Ms Barley, at the time of this interview (editor’s note: March 2022), the situation in Ukraine is extremely serious. Moscow is increasing the pressure on the European security architecture. You have recently travelled to Eastern Europe to get your own impression of the situation. In response to the Kremlin’s policy, the EU and its partners have imposed dramatic economic sanctions, and the EU is purchasing and supplying arms for the first time in its history. How do you assess the EU’s actions with regard to Putin?

The response to these horrific attacks has undoubtedly been different to what Putin expected. The same is true for the united front demonstrated by the EU. For once, we have been able to quickly agree on a common approach. As the member states have very different historical backgrounds, this is far from a given when it comes to foreign policy in particular. This joint approach is the right one. The EU is correct to respond to Putin’s aggression with hard-hitting sanctions and military aid. Ukraine needs our full support, not least in terms of humanitarian assistance. The EU is playing an important role in supplying aid and coordinating the arrival of refugees.
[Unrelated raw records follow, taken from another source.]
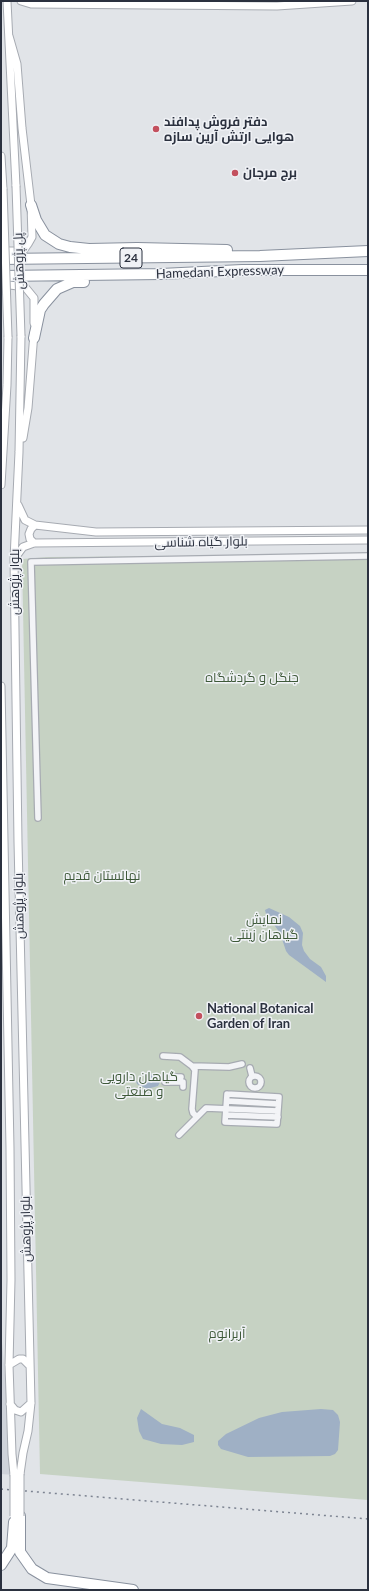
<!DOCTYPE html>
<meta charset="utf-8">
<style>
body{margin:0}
#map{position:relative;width:369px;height:1591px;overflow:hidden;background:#e1e4e8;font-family:Lato,sans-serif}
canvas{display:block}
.frame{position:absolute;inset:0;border:2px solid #2b313f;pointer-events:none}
</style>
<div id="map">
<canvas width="369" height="1591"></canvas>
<div class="frame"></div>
</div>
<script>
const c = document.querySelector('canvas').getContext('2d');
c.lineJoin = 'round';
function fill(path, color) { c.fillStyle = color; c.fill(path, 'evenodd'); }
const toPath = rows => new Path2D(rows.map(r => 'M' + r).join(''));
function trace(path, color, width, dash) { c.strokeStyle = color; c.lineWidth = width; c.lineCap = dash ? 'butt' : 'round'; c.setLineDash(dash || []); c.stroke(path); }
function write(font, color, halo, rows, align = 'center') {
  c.font = font + ' Lato,Cairo,sans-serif'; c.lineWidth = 3; c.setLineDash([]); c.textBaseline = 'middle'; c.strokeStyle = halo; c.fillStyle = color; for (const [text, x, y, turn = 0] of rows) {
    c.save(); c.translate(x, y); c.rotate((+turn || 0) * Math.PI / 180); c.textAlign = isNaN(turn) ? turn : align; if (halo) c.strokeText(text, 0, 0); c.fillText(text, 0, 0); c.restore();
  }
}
const built = toPath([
 [1,1331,14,1475,1,1474]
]);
const green = toPath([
 [368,555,368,1500,40,1474,22,559,49,557]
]);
const water = toPath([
 [269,908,289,917,300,926,303,933,302,945,304,951,310,959,321,967,326,976,326,982,289,955,286,951,280,933,270,919,271,916,266,914,265,910],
 [152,1074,159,1075,160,1077,160,1082,158,1086,147,1089,137,1084,136,1081,139,1083,144,1082,146,1076],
 [141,1409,162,1424,180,1428,194,1435,194,1442,182,1445,161,1444,143,1439,139,1431,137,1418],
 [321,1409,333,1410,338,1415,340,1422,338,1450,335,1454,330,1456,248,1457,221,1449,218,1445,218,1441,226,1434,259,1418,282,1412]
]);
const street = toPath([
 [38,818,31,562,368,556],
 [163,1056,180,1057,192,1066,195,1070,192,1109,193,1113,196,1116],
 [192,1066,229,1067,242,1064],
 [250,1068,252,1076],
 '249 1082a6 6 0 1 1 12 0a6 6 0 1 1-12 0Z',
 [172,1077,181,1077],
 [165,1082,183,1082,183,1087],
 [227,1094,279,1097,277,1124,225,1122,227,1094],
 [227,1101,278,1104],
 [226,1115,278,1117],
 [179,1135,206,1108,278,1111]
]);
const secondary = toPath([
 [7,1,16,186],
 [21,1,31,4,277,6,352,1],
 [1,156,3,189],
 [1,249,9,251,23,251,28,244,32,237,31,205,22,128,17,64,9,36],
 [1,291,10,285,25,287,34,298,34,323],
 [23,438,28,408,34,333],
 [1,485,7,385,8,337],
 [18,505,25,520,35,525,96,532,368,530],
 [34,543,30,539,29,534,31,529,35,525],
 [15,558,23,547,34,543,368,540],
 [1,686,10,1148,11,1280,9,1365,12,1454,14,1475],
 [9,1365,19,1359,23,1359,29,1365],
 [10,1404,15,1410,21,1412,31,1403],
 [20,1474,23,1453,28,1431,31,1403,18,842,14,559,19,452,21,336]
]);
const highway = toPath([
 [31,205,36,220,45,235,59,244,70,247,89,249,137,248,227,250],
 [1,259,260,256,368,251],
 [1,276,161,274,242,270,368,270],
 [34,338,40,310,44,304,57,289,73,282,84,282],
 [20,1516,20,1552,32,1569,47,1578,133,1590],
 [1,1565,12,1548,14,1522]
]);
const rail = toPath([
 [1,1489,368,1519]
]);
const secondaryBridge = toPath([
 [16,186,21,336],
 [3,189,8,337],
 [20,1474,20,1516],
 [14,1475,14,1516]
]);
const markers = [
 [156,129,4,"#c3505e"],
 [235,173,4,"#c3505e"],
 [199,1016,4,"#c3505e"]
];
const shields = [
 [131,258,22]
];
const shieldNames = [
 ["24",131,258]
];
const poiNames = [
 ["دفتر فروش پدافند",164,122],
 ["هوایی ارتش آرین سازه",164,137],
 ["برج مرجان",243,173],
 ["National Botanical",207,1009],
 ["Garden of Iran",207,1024]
];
const streetNames = [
 ["پل پژوهش",19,261,-92],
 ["Hamedani Expressway",220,272,-2],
 ["بلوار گیاه شناسی",201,542,-1],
 ["بلوار پژوهش",15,582,-90],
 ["بلوار پژوهش",19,906,-91],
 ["بلوار پژوهش",26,1229,-91]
];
const parkNames = [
 ["جنگل و گردشگاه",252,678],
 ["نهالستان قدیم",102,876],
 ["نمایش",264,920],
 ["گیاهان زینتی",264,935],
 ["گیاهان دارویی",139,1077],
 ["و صنعتی",139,1092],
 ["آربرانوم",227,1334]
];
fill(built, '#cfd3da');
fill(green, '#c6d2c3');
fill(water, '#9fb0c5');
trace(street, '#a7abb2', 8);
trace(secondary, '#a7abb2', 9);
trace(highway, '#89919e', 12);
trace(street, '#f3f4f7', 5.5);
trace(secondary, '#fff', 7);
trace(highway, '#fff', 10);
trace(rail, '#7c8391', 1.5, [2, 4]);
trace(secondaryBridge, '#a7abb2', 9, []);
trace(secondaryBridge, '#fff', 7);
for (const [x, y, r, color] of markers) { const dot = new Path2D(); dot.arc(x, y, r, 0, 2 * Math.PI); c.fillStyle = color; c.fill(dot); trace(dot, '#f0f2f6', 1.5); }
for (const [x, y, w] of shields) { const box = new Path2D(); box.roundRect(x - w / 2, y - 10, w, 20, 3); c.fillStyle = '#f0f2f6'; c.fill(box); trace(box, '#2b313f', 1); }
write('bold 12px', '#2b313f', null, shieldNames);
write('bold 13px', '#2b313f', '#f0f2f6', poiNames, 'left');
write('13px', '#2b313f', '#f0f2f6', streetNames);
write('13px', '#3e5939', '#f0f2f6', parkNames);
</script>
To date, there is every indication that the member states are committed to joint action, and I hope this will remain the case.

To finish: If you could make one wish for Europe that would come true immediately, what would it be?

More than ever in light of the current circumstances, I would wish for everyone in Europe to be able to live freely, in peace, and without repression from outside or within.

The interview was conducted by Jerome Radtka and Cara Seeberg.

Katarina Barley (Social Democratic Party) has been Vice-President of the European Parliament since 2019. The German-British lawyer was previously a member of the German Parliament, during which time she served as Federal Minister of Family Affairs, Senior Citizens, Women and Youth, Federal Minister of Labour and Social Affairs and, most recently, Federal Minister of Justice and Consumer Protection. In Brussels, she is a member of the Committee on Civil Liberties, Justice and Home Affairs and the Committee on Foreign Affairs of the European Parliament.